AccueilKurdistanBakurHommage à Musa Anter

Hommage à Musa Anter

«Si ma langue maternelle secoue les fondations de votre Etat, cela signifie probablement que vous avez construit votre Etat sur mes terres.» Musa Anter, journaliste kurde persécuté pendant des décennies, a été tué par des hommes de l’Etat turc le 20 septembre 1992. Cela fait 26 ans que ce crime, comme des dizaines de milliers d’autres crimes dont sont victimes les Kurdes en Turquie, reste impuni.
 

Musa Anter, alias Ape Musa (littéralement «oncle Musa» en kurde), était un écrivain, journaliste et intellectuel kurde important qui a été assassiné par le JITEM* turc en septembre 1992.

«Musa Anter, explique Me Jacoby, est un écrivain et un journaliste kurde de grande renommée qui ne peut absolument pas passer pour un extrémiste.
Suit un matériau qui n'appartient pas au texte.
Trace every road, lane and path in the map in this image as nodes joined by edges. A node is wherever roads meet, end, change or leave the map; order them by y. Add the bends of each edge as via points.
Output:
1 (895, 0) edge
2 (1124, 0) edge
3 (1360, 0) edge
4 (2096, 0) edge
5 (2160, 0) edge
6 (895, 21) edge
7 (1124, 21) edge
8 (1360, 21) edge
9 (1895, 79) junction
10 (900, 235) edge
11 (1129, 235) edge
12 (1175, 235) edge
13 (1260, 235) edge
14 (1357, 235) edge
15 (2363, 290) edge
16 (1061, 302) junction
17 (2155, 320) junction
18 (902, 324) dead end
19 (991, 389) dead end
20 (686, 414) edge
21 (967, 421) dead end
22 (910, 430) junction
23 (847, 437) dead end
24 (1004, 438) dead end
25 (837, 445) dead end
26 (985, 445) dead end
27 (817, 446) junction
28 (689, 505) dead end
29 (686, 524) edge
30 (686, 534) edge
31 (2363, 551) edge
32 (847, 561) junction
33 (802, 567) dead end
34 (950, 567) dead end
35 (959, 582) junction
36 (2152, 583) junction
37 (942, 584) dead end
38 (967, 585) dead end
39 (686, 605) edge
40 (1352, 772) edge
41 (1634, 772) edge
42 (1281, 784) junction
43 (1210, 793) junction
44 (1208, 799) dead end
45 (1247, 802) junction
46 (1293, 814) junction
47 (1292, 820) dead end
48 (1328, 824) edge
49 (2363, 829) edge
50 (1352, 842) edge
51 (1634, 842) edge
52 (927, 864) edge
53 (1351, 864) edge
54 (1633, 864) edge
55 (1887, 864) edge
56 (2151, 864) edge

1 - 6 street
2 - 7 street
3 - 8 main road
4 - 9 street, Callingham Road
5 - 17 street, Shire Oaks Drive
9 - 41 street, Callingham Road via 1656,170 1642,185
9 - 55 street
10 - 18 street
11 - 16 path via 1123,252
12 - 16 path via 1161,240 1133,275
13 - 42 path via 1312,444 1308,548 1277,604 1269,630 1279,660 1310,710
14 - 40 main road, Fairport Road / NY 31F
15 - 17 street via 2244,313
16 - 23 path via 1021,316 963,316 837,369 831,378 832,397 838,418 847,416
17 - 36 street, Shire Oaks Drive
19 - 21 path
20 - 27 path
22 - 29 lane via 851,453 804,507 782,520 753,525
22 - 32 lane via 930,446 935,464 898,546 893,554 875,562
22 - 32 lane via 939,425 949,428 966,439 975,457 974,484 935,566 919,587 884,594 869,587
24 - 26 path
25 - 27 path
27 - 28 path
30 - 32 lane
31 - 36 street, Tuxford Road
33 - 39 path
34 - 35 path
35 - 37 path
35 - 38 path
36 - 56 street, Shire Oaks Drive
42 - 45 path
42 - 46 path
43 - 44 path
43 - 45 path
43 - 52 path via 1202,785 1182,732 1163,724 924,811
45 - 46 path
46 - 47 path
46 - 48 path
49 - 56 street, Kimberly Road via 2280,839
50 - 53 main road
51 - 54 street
Il était à Diyarbakir pour assister au Festival des trois cultures. On est venu le chercher à son hôtel sous prétexte d’un rendez-vous avec les acheteurs d’un terrain qu’il possédait dans la région et qu’il désirait vendre. Un ami, journaliste lui aussi, l’accompagnait. On les a emmenés en voiture dans le nord de la ville où ils ont été abattus. Musa Anter est mort et son ami, Orhan Miroglu, a été très grièvement blessé. Trois journalistes du journal local, «Diyarbakir aujourd’hui», alertés par téléphone par la police, se sont dirigés vers le lieu du crime. Ils ont croisé une ambulance, dont le chauffeur leur a conseillé de faire demi-tour, puis une voiture dont ils ont relevé le numéro et qui les a fait stopper. Il y avait à bord trois hommes en civil armés jusqu’aux dents. Ces hommes les ont braqués, puis deux d’entre eux sont monté dans leur voiture et les ont contraints, sous la menace de leurs armes, à suivre l’autre véhicule. Ils ont ainsi parcouru plus de 70 kilomètres en franchissant de multiples barrages de police qui laissaient passer les voitures sans problème. Les trois journalistes ont été tabassés et interrogés sans relâche; puis après avoir pris des consignes par talkie-walkie, leurs bourreaux les ont abandonnés sur le bord d’un chemin. Ils ont eu la vie sauve parce que le rédacteur en chef de leur journal est un ami très proche du super-préfet de la région.»

 
Car les trois braqueurs étaient évidemment des flics et la voiture, vérification faite grâce au numéro minéralogique, appartenait à la police. Il est clair que si les journalistes avaient travaillé pour le journal «Ozgur Gundem», comme Musa Anter et la plupart de leurs confrères assassinés, ils n’auraient pas eu le loisir de venir raconter leur histoire. Ils l’ont d’ailleurs fait, précise Me Jacoby, contre l’avis de leur rédacteur en chef, qui s’est contenté de publier le lendemain un appel aux autorités militaires pour qu’elles protègent ses journalistes. «Ce qui était le plus poignant, dit-elle, c’est que ces hommes, comme les autres témoins qui sont venus nous parler, nous disaient en partant qu’ils n’étaient pas sûrs d’être encore en vie le lendemain. Même les journalistes étrangers n’osent pas rester plus de quelques heures dans la région de peur d’un mauvais coup. Le stade de la torture et des arrestations arbitraires est largement dépassé. On en est à celui des escadrons de la mort.»
 

Dans l’Humanité datant du septembre 1992.

*JİTEM : Organisation de renseignement de gendarmerie turque – Jandarma İstihbarat ve Terörle Mücadele ou Jandarma İstihbarat Teşkilatı (JİTEM). Actif fin dans les années 1980.